1. This section states that a leaseholder is not liable for payment of a service charge of any amount unless:

i. A landlord sends a demand for payment within 18 months of a cost being incurred

Or

ii. A landlord notifies a leaseholder in writing within the same 18 month period that a cost has been incurred, amount of that costs, and they will be required to pay that cost as a service charge at a later date.

When is a cost incurred?

1. For the purposes of the ‘18 month rule’ a cost is incurred either on the date a landlord receives either a demand to pay for the relevant cost, or the landlord makes payment of the cost, whichever happens first.

What counts as a demand for payment of a service charge?

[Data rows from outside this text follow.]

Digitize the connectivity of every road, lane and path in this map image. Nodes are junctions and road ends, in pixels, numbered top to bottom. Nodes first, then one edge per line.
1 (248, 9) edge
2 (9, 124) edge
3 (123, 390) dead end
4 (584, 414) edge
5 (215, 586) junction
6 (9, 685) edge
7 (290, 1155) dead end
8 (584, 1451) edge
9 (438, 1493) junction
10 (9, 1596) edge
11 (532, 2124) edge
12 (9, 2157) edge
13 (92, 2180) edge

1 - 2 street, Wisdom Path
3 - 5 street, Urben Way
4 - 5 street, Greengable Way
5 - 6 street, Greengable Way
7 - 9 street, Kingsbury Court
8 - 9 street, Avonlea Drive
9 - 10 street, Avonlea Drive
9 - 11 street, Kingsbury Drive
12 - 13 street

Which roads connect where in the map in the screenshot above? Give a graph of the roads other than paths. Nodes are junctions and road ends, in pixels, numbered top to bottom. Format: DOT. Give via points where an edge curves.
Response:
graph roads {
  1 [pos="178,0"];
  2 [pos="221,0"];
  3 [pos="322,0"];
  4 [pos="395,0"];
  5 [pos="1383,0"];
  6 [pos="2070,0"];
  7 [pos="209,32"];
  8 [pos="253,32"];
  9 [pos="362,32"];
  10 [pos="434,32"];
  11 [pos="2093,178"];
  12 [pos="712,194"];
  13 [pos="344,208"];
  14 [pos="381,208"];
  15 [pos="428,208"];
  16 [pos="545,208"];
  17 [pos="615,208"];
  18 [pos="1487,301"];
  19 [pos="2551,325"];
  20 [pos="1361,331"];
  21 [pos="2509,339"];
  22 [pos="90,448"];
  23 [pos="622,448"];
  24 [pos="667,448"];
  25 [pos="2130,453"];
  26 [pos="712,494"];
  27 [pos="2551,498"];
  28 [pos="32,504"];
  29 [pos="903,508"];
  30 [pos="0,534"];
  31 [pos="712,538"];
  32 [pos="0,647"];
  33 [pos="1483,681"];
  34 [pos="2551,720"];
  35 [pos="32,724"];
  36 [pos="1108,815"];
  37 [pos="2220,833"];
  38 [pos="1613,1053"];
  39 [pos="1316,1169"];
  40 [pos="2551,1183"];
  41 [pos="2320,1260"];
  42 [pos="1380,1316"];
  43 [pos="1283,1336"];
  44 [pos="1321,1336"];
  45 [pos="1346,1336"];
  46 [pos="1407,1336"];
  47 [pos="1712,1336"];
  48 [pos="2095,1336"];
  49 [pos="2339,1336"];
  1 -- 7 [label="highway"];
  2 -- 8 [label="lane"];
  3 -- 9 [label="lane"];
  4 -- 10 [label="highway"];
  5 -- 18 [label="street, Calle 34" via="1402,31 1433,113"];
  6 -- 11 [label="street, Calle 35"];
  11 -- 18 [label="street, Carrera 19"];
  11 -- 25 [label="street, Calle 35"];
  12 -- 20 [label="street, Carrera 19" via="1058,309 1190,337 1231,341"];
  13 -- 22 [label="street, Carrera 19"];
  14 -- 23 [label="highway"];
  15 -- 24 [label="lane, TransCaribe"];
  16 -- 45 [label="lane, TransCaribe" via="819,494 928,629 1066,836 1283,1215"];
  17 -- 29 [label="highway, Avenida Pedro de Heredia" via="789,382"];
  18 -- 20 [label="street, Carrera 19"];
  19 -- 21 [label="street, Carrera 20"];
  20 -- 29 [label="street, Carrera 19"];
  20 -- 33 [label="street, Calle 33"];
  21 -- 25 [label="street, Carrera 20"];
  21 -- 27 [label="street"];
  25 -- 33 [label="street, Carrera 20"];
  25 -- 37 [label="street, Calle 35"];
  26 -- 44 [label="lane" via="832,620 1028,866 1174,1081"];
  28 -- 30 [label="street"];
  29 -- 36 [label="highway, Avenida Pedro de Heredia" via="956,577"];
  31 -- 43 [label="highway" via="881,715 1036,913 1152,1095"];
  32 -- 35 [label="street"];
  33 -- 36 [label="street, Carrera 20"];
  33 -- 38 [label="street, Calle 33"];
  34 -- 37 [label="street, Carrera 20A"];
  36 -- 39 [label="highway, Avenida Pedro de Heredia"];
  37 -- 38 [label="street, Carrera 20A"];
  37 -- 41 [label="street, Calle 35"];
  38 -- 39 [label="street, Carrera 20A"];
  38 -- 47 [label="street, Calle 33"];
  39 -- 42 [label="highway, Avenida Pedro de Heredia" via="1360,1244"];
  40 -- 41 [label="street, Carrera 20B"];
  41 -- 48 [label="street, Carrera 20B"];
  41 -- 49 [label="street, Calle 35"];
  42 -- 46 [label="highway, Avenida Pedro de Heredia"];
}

1. For the purposes of section 20B the demand can be either for payment ‘on account’ for an estimated future service charge liability, or can be a demand for payment of costs which have already been incurred.

2. An estimate of a service charge liability, in response to which payment is not mandatory, does not count as a demand for payment.

3. A service charge invoice which does not meet the contractual requirements of a lease, does not count as demand for payment.

4. A request for a contribution to a reserve fund is unlikely to count as a demand for payment of a service charge for the purposes of section 20B.

What is a Section 20B notice?

1. The law says that if a landlord can’t, for any reason,  send out a demand for payment within 18 months of a cost being incurred they can send a special kind of letter out (known as a ‘Section 20B Notice’) instead of a demand for payment.

2. If this special kind of letter is prepared properly and sent within the 18 months, then this is the only time a landlord can demand payment later than the 18 months.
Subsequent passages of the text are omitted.